Andererseits besteht ein Großteil der Arbeitnehmerschaft aus den Generationen, die nach der Wende häufig deutliche Brüche in ihren Lebensläufen hinnehmen mussten und deren Identität sich über die Frage „hast Du Arbeit“ definiert. Der Nachwendegeneration, die ja auch schon auf dem Arbeitsmarkt vertreten ist, wurde durch Eltern und Großeltern und auch der Gesellschaft geradezu eingetrichtert, dass man sich, um seinen Arbeitsplatz zu behalten, angepasst verhalten muss, nicht zucken darf und froh sein muss, in einem Beschäftigungsverhältnis zu stehen, egal wie mies, geringfügig, befristet oder schlecht bezahlt es ist.

Nur langsam bemerken die Geknechteten, dass jetzt die Zeit kommt, wo Forderungen nach guter Arbeit erstritten werden können. Nach meinem Empfinden verharren auch die Gewerkschaften noch in einer Schockstarre.
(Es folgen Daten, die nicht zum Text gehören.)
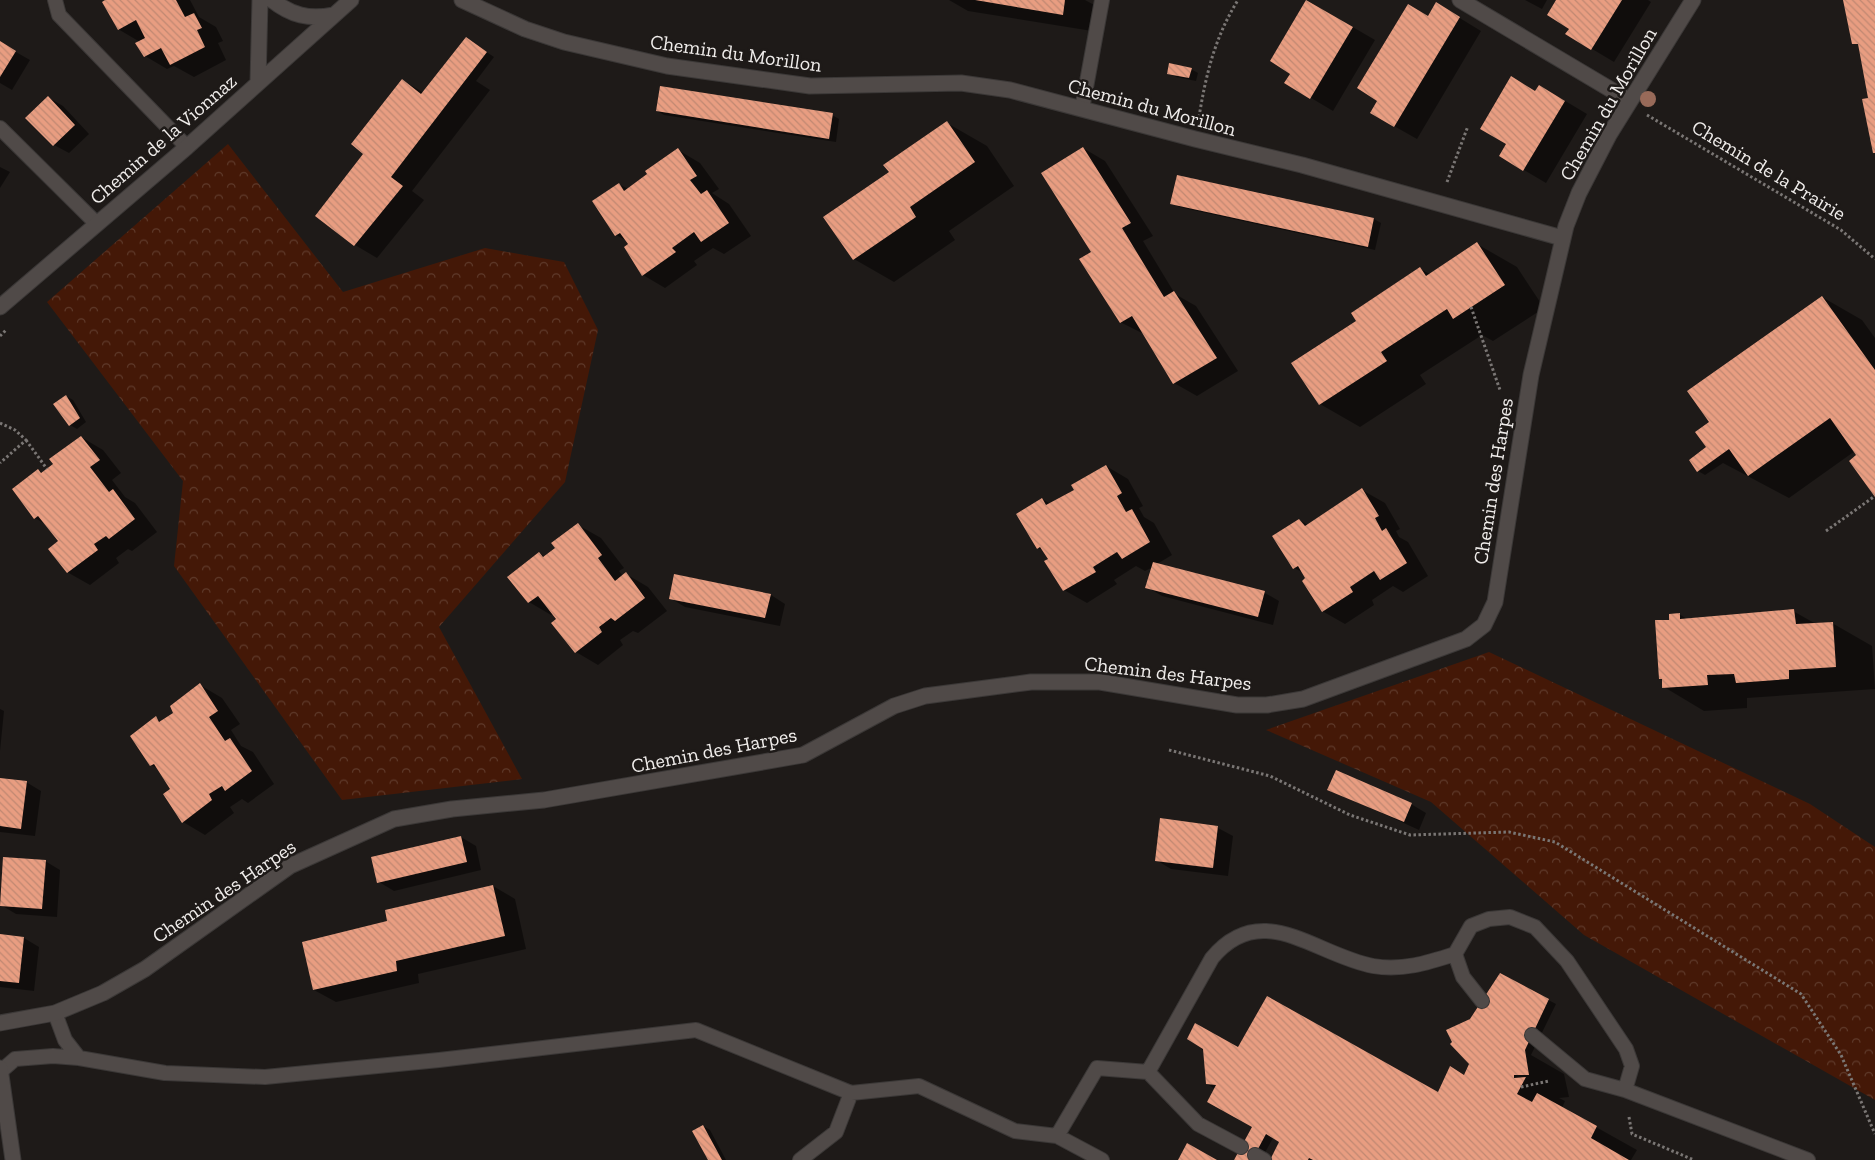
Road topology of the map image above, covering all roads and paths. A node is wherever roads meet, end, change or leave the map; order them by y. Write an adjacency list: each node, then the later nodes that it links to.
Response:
1 (55, 0): 18 (lane)
2 (260, 0): 11 (street)
3 (272, 0): 10 (street)
4 (351, 0): 10 (street, Chemin de la Vionnaz)
5 (462, 0): 13 (street, Chemin du Morillon)
6 (1102, 0): 13 (lane)
7 (1238, 0): 17 (path)
8 (1460, 0): 12 (street)
9 (1694, 0): 12 (street, Chemin du Morillon)
10 (333, 15): 11 (street, Chemin de la Vionnaz)
11 (258, 83): 18 (street, Chemin de la Vionnaz)
12 (1630, 101): 21 (street, Chemin du Morillon)
13 (1082, 110): 17 (street, Chemin du Morillon)
14 (1643, 112): 22 (path, Chemin de la Prairie)
15 (1468, 126): 19 (path)
16 (0, 128): 20 (lane)
17 (1195, 139): 19 (street, Chemin du Morillon)
18 (187, 147): 20 (street, Chemin de la Vionnaz)
19 (1439, 203): 21 (street, Chemin du Morillon)
20 (97, 224): 23 (street, Chemin de la Vionnaz)
21 (1562, 238): 35 (street, Chemin des Harpes)
22 (1875, 259)
23 (0, 306)
24 (1471, 307): 25 (path)
25 (1500, 390)
26 (0, 423): 27 (path)
27 (26, 440): 28 (path); 29 (path)
28 (0, 463)
29 (47, 468)
30 (1875, 496): 31 (path)
31 (1826, 531)
32 (1169, 750): 44 (path)
33 (1455, 954): 34 (lane); 41 (lane); 42 (lane)
34 (1482, 1001)
35 (56, 1013): 36 (street, Chemin des Harpes); 38 (lane)
36 (0, 1023)
37 (1532, 1035): 42 (lane)
38 (79, 1058): 40 (lane); 43 (lane)
39 (0, 1068): 40 (street)
40 (0, 1072): 47 (street)
41 (1148, 1072): 45 (lane); 46 (lane)
42 (1625, 1090): 50 (path); 51 (lane)
43 (851, 1093): 45 (lane); 48 (lane)
44 (1875, 1134)
45 (1057, 1136): 49 (lane)
46 (1241, 1147)
47 (12, 1160)
48 (800, 1160)
49 (1102, 1160)
50 (1694, 1160)
51 (1808, 1160)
Aber in Zeiten der Individualisierung, der Ellenbogen, wo jeder für sich allein kämpft, kommen die Gewerkschaften auch schwer zu den Einzelnen durch.

Ich hielt diesen Vortrag nicht nur, damit wir am Stammtisch ein nettes Diskussionsthema haben. Ich wünsche mir vielmehr, dass immer mehr Menschen aufstehen und sich ihre miesen Arbeitsbedingungen nicht mehr bieten lassen. Wir brauchen jetzt eine Bewegung, die sich gemeinsam gute Arbeit erstreitet. Wir brauchen eine starke Arbeiterbewegung.